The complex was surrounded by a double fortified wall, with fortified gates and towers, of which only the interior can be traced: it apparently had a roughly hexagonal form, with towers at each corner, of which three survive in relatively good shape. It included a cistern, mill, and library, as well as a 36-bed hospital for the elderly and a bathhouse open to use by the local villagers. To support its operation and ensure its financial independence, Isaac endowed the monastery with extensive estates across Thrace. Isaac also built two bridges over the Evros river in the area, for whose upkeep the monastery's abbot was made responsible.

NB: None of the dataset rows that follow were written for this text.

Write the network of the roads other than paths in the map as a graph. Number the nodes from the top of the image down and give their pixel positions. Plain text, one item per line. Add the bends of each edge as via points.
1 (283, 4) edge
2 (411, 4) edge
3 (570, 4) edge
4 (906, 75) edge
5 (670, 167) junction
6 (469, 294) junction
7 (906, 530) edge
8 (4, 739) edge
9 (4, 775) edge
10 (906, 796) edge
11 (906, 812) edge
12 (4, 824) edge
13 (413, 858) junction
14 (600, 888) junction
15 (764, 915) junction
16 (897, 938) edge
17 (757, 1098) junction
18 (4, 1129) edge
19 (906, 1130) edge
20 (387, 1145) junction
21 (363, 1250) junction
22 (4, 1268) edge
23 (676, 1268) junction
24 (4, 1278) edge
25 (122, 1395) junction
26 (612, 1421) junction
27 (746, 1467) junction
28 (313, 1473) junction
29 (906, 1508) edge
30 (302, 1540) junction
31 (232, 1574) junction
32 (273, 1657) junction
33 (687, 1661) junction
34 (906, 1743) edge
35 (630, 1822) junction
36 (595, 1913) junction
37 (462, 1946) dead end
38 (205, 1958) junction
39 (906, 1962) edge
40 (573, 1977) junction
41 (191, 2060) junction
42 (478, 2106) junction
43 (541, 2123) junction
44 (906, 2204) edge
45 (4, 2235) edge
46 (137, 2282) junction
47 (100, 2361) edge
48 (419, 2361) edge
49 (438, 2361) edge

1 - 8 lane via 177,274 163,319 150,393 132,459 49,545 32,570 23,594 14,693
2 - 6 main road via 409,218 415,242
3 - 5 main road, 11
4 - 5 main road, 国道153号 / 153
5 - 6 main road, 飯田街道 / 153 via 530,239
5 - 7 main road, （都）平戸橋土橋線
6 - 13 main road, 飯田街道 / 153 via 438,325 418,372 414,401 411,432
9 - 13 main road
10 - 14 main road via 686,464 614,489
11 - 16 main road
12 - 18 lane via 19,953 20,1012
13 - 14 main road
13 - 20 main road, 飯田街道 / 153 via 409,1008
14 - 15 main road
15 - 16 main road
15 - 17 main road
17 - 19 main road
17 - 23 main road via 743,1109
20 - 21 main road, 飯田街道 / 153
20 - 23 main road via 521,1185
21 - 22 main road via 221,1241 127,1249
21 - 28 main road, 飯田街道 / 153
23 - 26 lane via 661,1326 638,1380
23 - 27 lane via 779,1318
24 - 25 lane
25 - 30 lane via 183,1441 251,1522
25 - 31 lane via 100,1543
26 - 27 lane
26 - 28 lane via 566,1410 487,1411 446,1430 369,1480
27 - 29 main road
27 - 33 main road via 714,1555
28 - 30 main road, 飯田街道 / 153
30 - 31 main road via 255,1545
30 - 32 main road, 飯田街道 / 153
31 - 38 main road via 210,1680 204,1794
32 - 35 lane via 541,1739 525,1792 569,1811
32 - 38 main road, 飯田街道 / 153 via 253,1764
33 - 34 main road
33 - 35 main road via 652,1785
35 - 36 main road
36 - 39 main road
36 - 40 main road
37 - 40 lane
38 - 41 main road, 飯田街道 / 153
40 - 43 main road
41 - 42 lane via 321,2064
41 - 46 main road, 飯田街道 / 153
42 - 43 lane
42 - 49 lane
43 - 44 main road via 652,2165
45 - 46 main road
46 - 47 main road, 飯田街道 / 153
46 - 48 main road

In winter 1183/84, Emperor Andronikos I Komnenos (), Isaac's son, visited the monastery where his father was buried. In April 1195, the deposed emperor Isaac II Angelos () was blinded there. In the partition of the Byzantine Empire after the Fourth Crusade, Bera fell to the individual Crusaders' share, and came under the control of Geoffrey of Villehardouin, who sent his nephew Anseau de Courcelles to take over the monastery and his other fiefs in the region. In the 1300s, an abbot by the name of John is attested.

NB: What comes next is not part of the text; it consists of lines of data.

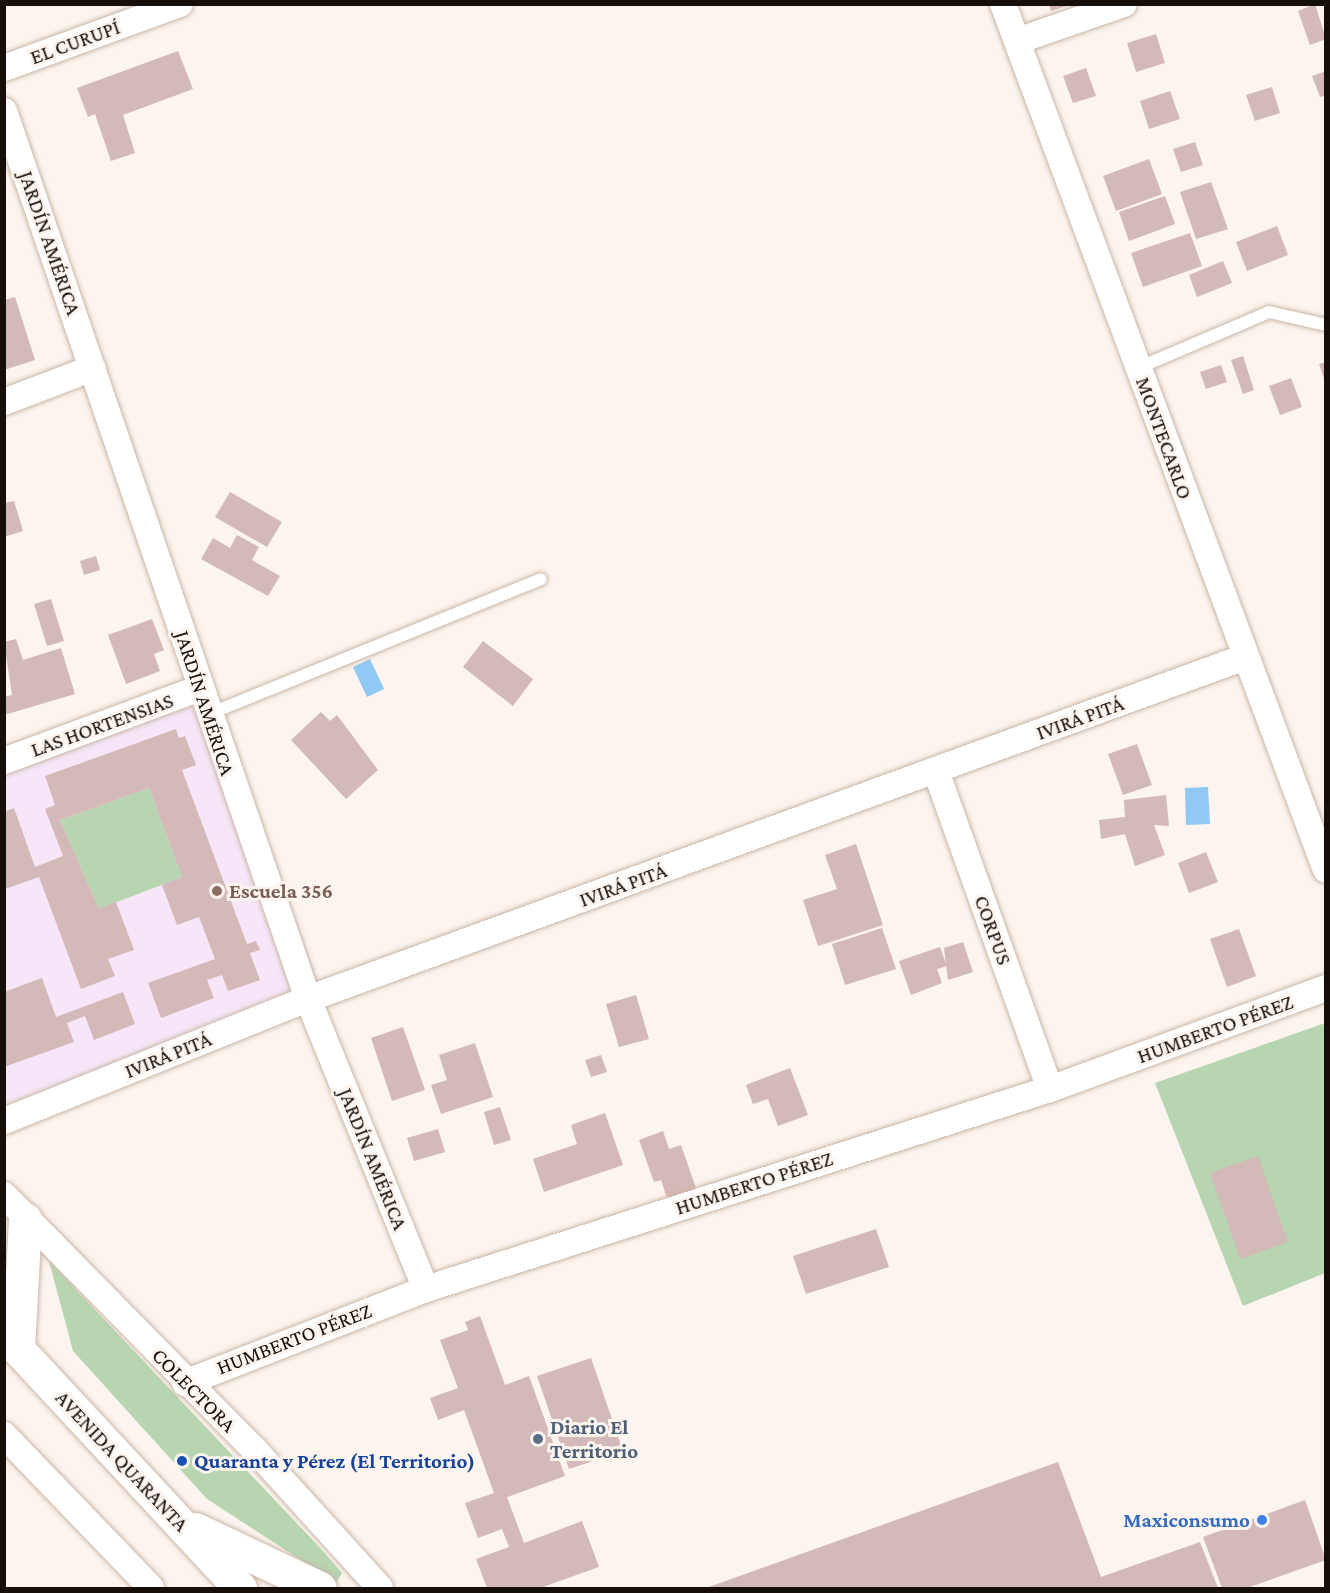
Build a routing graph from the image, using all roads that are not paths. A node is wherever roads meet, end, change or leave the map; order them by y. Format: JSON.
{"nodes":[{"id":1,"x":180,"y":4,"type":"edge"},
{"id":2,"x":1003,"y":4,"type":"edge"},
{"id":3,"x":1124,"y":4,"type":"edge"},
{"id":4,"x":1017,"y":41,"type":"junction"},
{"id":5,"x":4,"y":68,"type":"edge"},
{"id":6,"x":4,"y":111,"type":"edge"},
{"id":7,"x":1326,"y":325,"type":"edge"},
{"id":8,"x":93,"y":368,"type":"junction"},
{"id":9,"x":1138,"y":368,"type":"junction"},
{"id":10,"x":4,"y":402,"type":"edge"},
{"id":11,"x":541,"y":579,"type":"dead end"},
{"id":12,"x":1245,"y":657,"type":"junction"},
{"id":13,"x":200,"y":688,"type":"junction"},
{"id":14,"x":207,"y":714,"type":"junction"},
{"id":15,"x":4,"y":761,"type":"edge"},
{"id":16,"x":936,"y":771,"type":"junction"},
{"id":17,"x":1326,"y":870,"type":"edge"},
{"id":18,"x":1326,"y":988,"type":"edge"},
{"id":19,"x":308,"y":999,"type":"junction"},
{"id":20,"x":1050,"y":1089,"type":"junction"},
{"id":21,"x":4,"y":1121,"type":"edge"},
{"id":22,"x":15,"y":1207,"type":"edge"},
{"id":23,"x":426,"y":1288,"type":"junction"},
{"id":24,"x":11,"y":1342,"type":"edge"},
{"id":25,"x":185,"y":1383,"type":"junction"},
{"id":26,"x":4,"y":1435,"type":"edge"},
{"id":27,"x":13,"y":1462,"type":"edge"},
{"id":28,"x":181,"y":1522,"type":"junction"},
{"id":29,"x":151,"y":1588,"type":"edge"},
{"id":30,"x":240,"y":1588,"type":"edge"},
{"id":31,"x":320,"y":1588,"type":"edge"},
{"id":32,"x":380,"y":1588,"type":"edge"}],
"edges":[{"from":1,"to":5,"type":"street","name":"EL CURUPÍ"},
{"from":2,"to":4,"type":"street","name":"MONTECARLO"},
{"from":3,"to":4,"type":"street"},
{"from":4,"to":9,"type":"street","name":"MONTECARLO"},
{"from":6,"to":8,"type":"street","name":"JARDÍN AMÉRICA"},
{"from":7,"to":9,"type":"lane"},
{"from":8,"to":10,"type":"street"},
{"from":8,"to":13,"type":"street","name":"JARDÍN AMÉRICA"},
{"from":9,"to":12,"type":"street","name":"MONTECARLO"},
{"from":11,"to":14,"type":"lane"},
{"from":12,"to":16,"type":"street","name":"IVIRÁ PITÁ"},
{"from":12,"to":17,"type":"street","name":"MONTECARLO"},
{"from":13,"to":14,"type":"street","name":"JARDÍN AMÉRICA"},
{"from":13,"to":15,"type":"street","name":"LAS HORTENSIAS"},
{"from":14,"to":19,"type":"street","name":"JARDÍN AMÉRICA"},
{"from":16,"to":19,"type":"street","name":"IVIRÁ PITÁ"},
{"from":16,"to":20,"type":"street","name":"CORPUS"},
{"from":18,"to":20,"type":"street","name":"HUMBERTO PÉREZ"},
{"from":19,"to":21,"type":"street","name":"IVIRÁ PITÁ"},
{"from":19,"to":23,"type":"street","name":"JARDÍN AMÉRICA"},
{"from":20,"to":23,"type":"street","name":"HUMBERTO PÉREZ"},
{"from":22,"to":24,"type":"highway"},
{"from":22,"to":25,"type":"street","name":"COLECTORA"},
{"from":23,"to":25,"type":"street","name":"HUMBERTO PÉREZ"},
{"from":24,"to":28,"type":"highway","name":"AVENIDA QUARANTA"},
{"from":25,"to":32,"type":"street","name":"COLECTORA"},
{"from":26,"to":27,"type":"street"},
{"from":27,"to":29,"type":"street"},
{"from":28,"to":30,"type":"highway","name":"AVENIDA QUARANTA"},
{"from":28,"to":31,"type":"highway"}]}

Gradually, the monastery became the core of a larger settlement, which due to the endemic wars of the 14th century became the fortified town of Feres, where the local peasants sought refuge during invasions and civil wars of the period. The monastery functioned until the mid-14th century. Bera was conquered by the Ottomans under Lala Shahin Pasha in the early 1370s, and by 1433, the katholikon church had been converted into a mosque, by the name Suleyman Pasha Mosque. After the area became part of Greece in 1920, the katholikon was restored and reconsecrated as a church in 1940.

Katholikon

The main surviving structure is the large main church (katholikon), a modified cross-in-square church. The building measures 23×17 m and is 17 m high. On its southeastern corner, there is a brick decoration with an eagle motif. The narthex on the western side has been destroyed. Apart from the main entrance on the western side, there is a side door in the middle of the northern wall. The building shows extensive later repairs on the central apse and the prothesis, as well as the addition of four external buttresses. The roof is covered in lead sheets, as ordained by Isaac himself.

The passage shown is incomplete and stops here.